------ Dataset entries
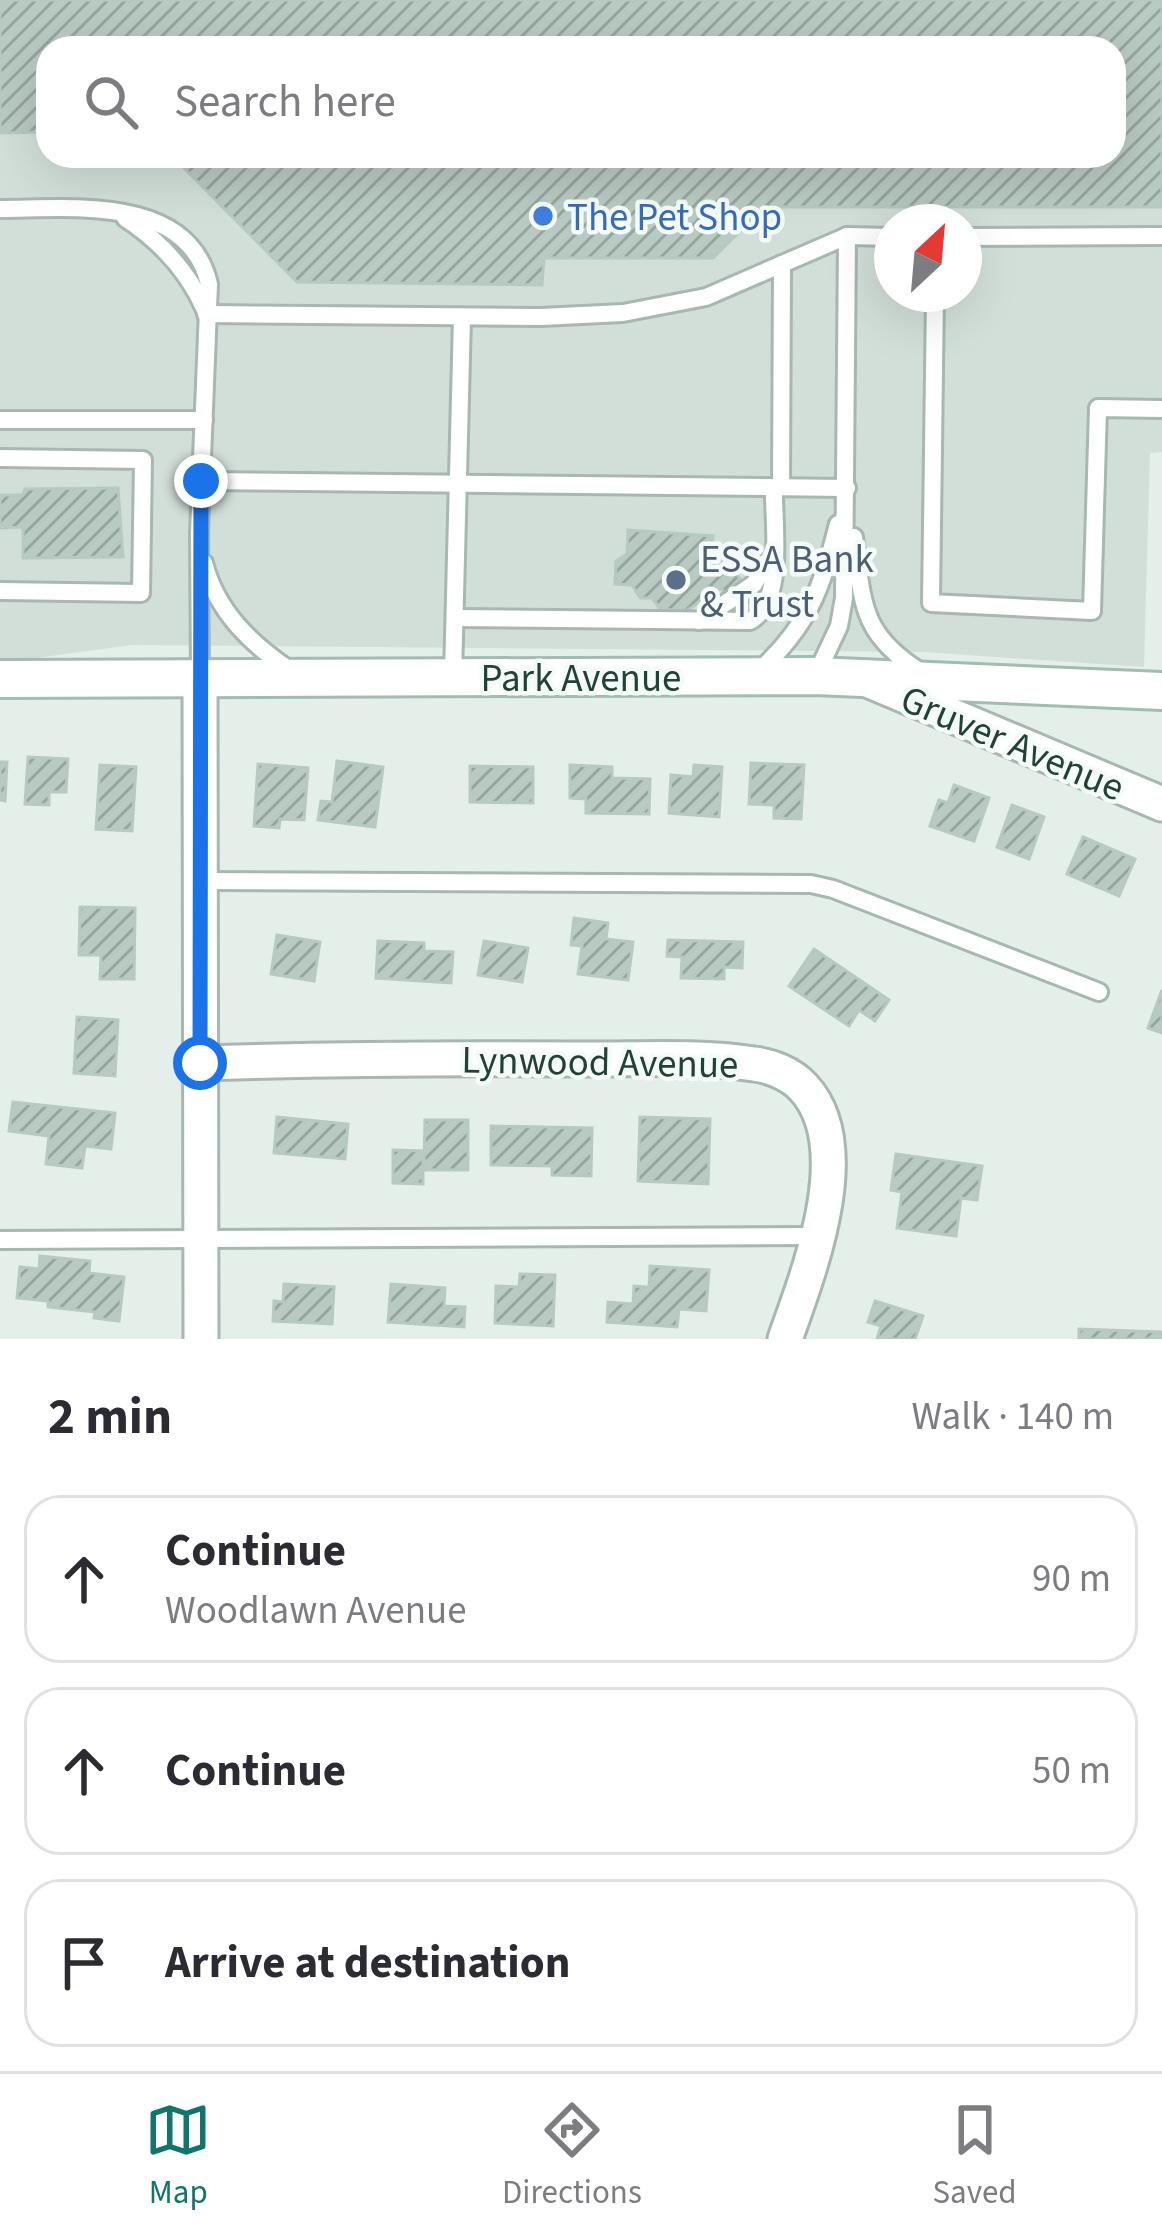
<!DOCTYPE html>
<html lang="en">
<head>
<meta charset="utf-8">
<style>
	body { margin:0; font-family:"Source Sans 3",sans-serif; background:#f2f2f3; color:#2b2b33 }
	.compass { position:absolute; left:874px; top:204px; width:108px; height:108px; border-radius:50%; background:#fff; box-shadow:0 12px 48px #0002; rotate:26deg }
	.stop { position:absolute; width:36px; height:36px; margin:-27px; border:9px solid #1a73e8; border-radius:50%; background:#fff }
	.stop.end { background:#1a73e8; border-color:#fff; box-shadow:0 3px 12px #0008 }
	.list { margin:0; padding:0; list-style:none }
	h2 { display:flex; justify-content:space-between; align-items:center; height:156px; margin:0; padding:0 48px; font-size:51px }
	h2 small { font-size:39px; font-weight:400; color:#7c7c81 }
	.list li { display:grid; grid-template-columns:78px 1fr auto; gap:36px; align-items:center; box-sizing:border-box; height:168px; margin:0 24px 24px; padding:0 24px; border:3px solid #e1e1e2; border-radius:36px }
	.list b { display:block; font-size:45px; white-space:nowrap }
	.list p { margin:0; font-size:39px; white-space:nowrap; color:#7c7c81 }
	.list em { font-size:39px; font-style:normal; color:#7c7c81 }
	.icon { flex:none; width:66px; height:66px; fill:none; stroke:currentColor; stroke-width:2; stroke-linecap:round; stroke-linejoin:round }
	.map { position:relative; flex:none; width:1162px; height:1339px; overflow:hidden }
	.search { position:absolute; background:#fff; box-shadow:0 12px 48px #0002; left:36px; right:36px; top:36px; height:132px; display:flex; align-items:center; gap:30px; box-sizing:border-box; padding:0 42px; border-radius:36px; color:#7c7c81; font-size:45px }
	.sheet { height:732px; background:#fff }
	nav { display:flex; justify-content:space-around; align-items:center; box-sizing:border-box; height:168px; border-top:3px solid #e1e1e2; background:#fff; font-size:33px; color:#7c7c81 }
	nav a { display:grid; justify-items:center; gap:6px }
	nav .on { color:#0f766e }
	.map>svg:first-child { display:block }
</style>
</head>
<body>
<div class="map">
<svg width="1162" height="1339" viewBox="0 0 1162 1339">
	<defs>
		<pattern id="building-hatch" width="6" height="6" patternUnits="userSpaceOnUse" patternTransform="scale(3)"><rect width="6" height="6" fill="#b9cac2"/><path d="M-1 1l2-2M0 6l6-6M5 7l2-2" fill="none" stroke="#96a69e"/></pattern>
	</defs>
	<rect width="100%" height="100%" fill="#e4efe9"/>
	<!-- built -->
	<path fill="#d2dfd8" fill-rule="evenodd" d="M0 0H1162V452L1150 453 1144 667 923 652 132 645 0 663ZM48 48H1114V156H48ZM892 222H964V294H892Z"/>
	<!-- building -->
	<g fill="url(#building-hatch)" stroke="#b6cac0" stroke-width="3">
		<polygon points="0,0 1162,0 1162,207 765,207 713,258 544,258 542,285 297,282 172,156 1114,156 1114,48 48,48 48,132 0,133"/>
		<polygon points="118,488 123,557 23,558 23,527 0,528 0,495 23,495 25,489"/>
		<polygon points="628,530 713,536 712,552 723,553 758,606 741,618 721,588 686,611 660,609 652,598 640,598 632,585 615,584 616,561 627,554"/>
		<polygon points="28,757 68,759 66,792 49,792 49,805 25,804"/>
		<polygon points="337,761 383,767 375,827 318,820 321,801 332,802"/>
		<polygon points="0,762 7,762 5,801 0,800"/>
		<polygon points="751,763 804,765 801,819 774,818 774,805 749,804"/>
		<polygon points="258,764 308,768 304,820 280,819 279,828 254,826"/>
		<polygon points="100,765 136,767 132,831 96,829"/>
		<polygon points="570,765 612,767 612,778 650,779 649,814 586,813 586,799 570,798"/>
		<polygon points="694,765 722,767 719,817 669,813 671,775 693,777"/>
		<polygon points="470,766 533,767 533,803 470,802"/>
		<polygon points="954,785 989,798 974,841 930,826 939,800 948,803"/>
		<polygon points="1012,805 1044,817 1029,859 997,847"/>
		<polygon points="1083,837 1135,859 1119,896 1067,874"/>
		<polygon points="80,907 135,908 134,979 100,979 101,955 79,955"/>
		<polygon points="574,918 608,923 606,939 633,942 628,980 578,974 582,946 571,945"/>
		<polygon points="277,935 320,942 314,981 271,974"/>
		<polygon points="668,940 743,942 742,968 724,967 724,979 681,978 682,957 667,956"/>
		<polygon points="378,941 424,943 424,951 453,952 451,983 376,978"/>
		<polygon points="484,941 528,948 522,982 478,975"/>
		<polygon points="814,949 889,1000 875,1021 859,1010 849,1026 789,986"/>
		<polygon points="1162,990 1162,1033 1148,1028"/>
		<polygon points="77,1017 118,1020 115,1076 74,1073"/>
		<polygon points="13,1102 115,1113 111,1149 85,1146 82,1168 46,1164 49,1136 9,1131"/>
		<polygon points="277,1117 348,1124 345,1159 274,1153"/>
		<polygon points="640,1117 710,1119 708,1184 638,1181"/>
		<polygon points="425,1120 468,1120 468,1170 424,1170"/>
		<polygon points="491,1126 592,1128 591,1176 552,1175 552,1166 491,1165"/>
		<polygon points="393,1150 423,1151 423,1184 393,1183"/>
		<polygon points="896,1154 982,1166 977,1200 961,1198 956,1236 897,1228 902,1192 891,1190"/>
		<polygon points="40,1256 90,1261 89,1273 124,1277 119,1321 94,1318 95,1312 48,1307 48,1301 17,1298 20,1267 39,1269"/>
		<polygon points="650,1266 709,1270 706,1311 679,1309 677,1327 607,1322 608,1302 633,1304 634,1286 649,1287"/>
		<polygon points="520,1274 555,1275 553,1326 495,1323 496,1286 519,1287"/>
		<polygon points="284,1284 334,1287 332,1324 273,1321 274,1301 283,1302"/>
		<polygon points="391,1284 445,1288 444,1306 465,1307 464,1327 388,1322"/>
		<polygon points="875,1301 923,1316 915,1339 877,1339 881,1326 868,1322"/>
		<polygon points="1079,1329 1162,1332 1162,1339 1079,1339"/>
	</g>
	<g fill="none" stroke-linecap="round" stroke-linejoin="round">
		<defs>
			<g id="lane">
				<path d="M0 209C71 209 188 194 209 284L199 533 200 677"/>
				<path d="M125 218C160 241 188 271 205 310"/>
				<polyline points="964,237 1162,236"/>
				<polyline points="935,294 931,603 1092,611 1098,408 1162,409"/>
				<polyline points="206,314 541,317 623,313 706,297 847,236 892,237"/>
				<polyline points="0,420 204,420"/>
				<polyline points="0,458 143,460 141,593 0,591"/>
				<polyline points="201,481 847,488"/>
				<polyline points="781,487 782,264"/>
				<path d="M854 537C863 603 860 634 921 672"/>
				<path d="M204 563C217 612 251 644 291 671"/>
				<path d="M456 618 750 621C786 601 773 526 774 488"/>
				<polyline points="699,621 754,584 771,556"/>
				<path d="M758 672C808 626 822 589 838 524"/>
				<polyline points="816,675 839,626 844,598 847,236"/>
				<polyline points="453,676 462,317"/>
				<polyline points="202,881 811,884 833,889 1099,992"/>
				<polyline points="0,1240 817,1236"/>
			</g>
			<g id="street">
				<polyline points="200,678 201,1339"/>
				<polyline points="870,681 1162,804"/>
				<path d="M200 1063C324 1059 448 1058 573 1059 632 1060 695 1055 754 1064 771 1066 791 1074 803 1087 859 1146 808 1274 785 1339"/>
			</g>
			<polyline id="secondary" points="0,679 815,676 1162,691"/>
		</defs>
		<!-- lane casing -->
		<use href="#lane" stroke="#a6b8b0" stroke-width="22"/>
		<!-- street casing -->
		<use href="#street" stroke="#a6b8b0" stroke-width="39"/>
		<!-- secondary casing -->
		<use href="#secondary" stroke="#a1bcb0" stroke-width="42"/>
		<!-- lane -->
		<use href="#lane" stroke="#fff" stroke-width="16"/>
		<!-- street -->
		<use href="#street" stroke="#fff" stroke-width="33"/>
		<!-- secondary -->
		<use href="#secondary" stroke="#fff" stroke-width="36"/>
	</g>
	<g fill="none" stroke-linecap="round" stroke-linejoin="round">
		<!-- route -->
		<polyline stroke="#1a73e8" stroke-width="15" points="200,1063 201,481"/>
	</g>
	<!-- markers -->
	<circle fill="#3f7fe0" stroke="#f5fbf8" stroke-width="4.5" cx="543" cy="216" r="12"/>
	<circle fill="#5c6f8a" stroke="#f5fbf8" stroke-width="4.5" cx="676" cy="580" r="12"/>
	<g text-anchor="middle" stroke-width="9" stroke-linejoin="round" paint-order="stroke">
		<!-- shop labels -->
		<g font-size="39" fill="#366cbe" stroke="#f5fbf8" text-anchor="start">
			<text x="567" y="230">The Pet Shop</text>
		</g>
		<!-- service labels -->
		<g font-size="39" fill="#4e5e75" stroke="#f5fbf8" text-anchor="start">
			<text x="700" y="572">ESSA Bank<tspan x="700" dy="45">&amp; Trust</tspan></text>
		</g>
		<!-- street labels -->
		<g font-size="39" fill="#214337" stroke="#f5fbf8">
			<text x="581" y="691">Park Avenue</text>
			<text transform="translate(1013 742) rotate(23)" y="14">Gruver Avenue</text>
			<text transform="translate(600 1061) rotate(1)" y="14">Lynwood Avenue</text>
		</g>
	</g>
</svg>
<svg class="compass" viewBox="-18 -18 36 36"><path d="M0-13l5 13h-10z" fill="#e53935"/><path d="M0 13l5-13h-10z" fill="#7c7c81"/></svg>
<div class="stop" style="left:200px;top:1063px"></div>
<div class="stop end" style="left:201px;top:481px"></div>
<div class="search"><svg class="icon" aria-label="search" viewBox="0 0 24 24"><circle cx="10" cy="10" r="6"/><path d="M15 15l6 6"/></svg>Search here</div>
</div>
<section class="sheet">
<h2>2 min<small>Walk · 140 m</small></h2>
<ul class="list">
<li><svg class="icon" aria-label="ahead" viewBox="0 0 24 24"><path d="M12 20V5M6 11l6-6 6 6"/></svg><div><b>Continue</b><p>Woodlawn Avenue</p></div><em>90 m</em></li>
<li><svg class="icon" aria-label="ahead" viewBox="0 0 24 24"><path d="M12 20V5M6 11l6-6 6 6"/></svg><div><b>Continue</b></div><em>50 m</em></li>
<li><svg class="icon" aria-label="arrive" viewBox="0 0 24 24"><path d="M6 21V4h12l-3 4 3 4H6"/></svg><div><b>Arrive at destination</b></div></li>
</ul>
</section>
<nav>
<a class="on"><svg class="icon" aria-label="map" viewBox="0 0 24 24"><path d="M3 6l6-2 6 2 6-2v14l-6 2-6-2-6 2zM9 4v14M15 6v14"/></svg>Map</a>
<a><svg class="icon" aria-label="directions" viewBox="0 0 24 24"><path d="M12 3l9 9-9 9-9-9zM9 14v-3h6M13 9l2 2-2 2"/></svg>Directions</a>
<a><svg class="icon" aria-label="saved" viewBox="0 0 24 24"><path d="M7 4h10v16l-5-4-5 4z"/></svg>Saved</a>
</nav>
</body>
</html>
------------
■ **Task item**:
Extract exactly and only the lines above from the line containing "<h2>2 min<small>Walk · 140 m</small></h2>" through the line containing "21V4h12l-3 4 3", both end lines included.

■ **Task response**:
<h2>2 min<small>Walk · 140 m</small></h2>
<ul class="list">
<li><svg class="icon" aria-label="ahead" viewBox="0 0 24 24"><path d="M12 20V5M6 11l6-6 6 6"/></svg><div><b>Continue</b><p>Woodlawn Avenue</p></div><em>90 m</em></li>
<li><svg class="icon" aria-label="ahead" viewBox="0 0 24 24"><path d="M12 20V5M6 11l6-6 6 6"/></svg><div><b>Continue</b></div><em>50 m</em></li>
<li><svg class="icon" aria-label="arrive" viewBox="0 0 24 24"><path d="M6 21V4h12l-3 4 3 4H6"/></svg><div><b>Arrive at destination</b></div></li>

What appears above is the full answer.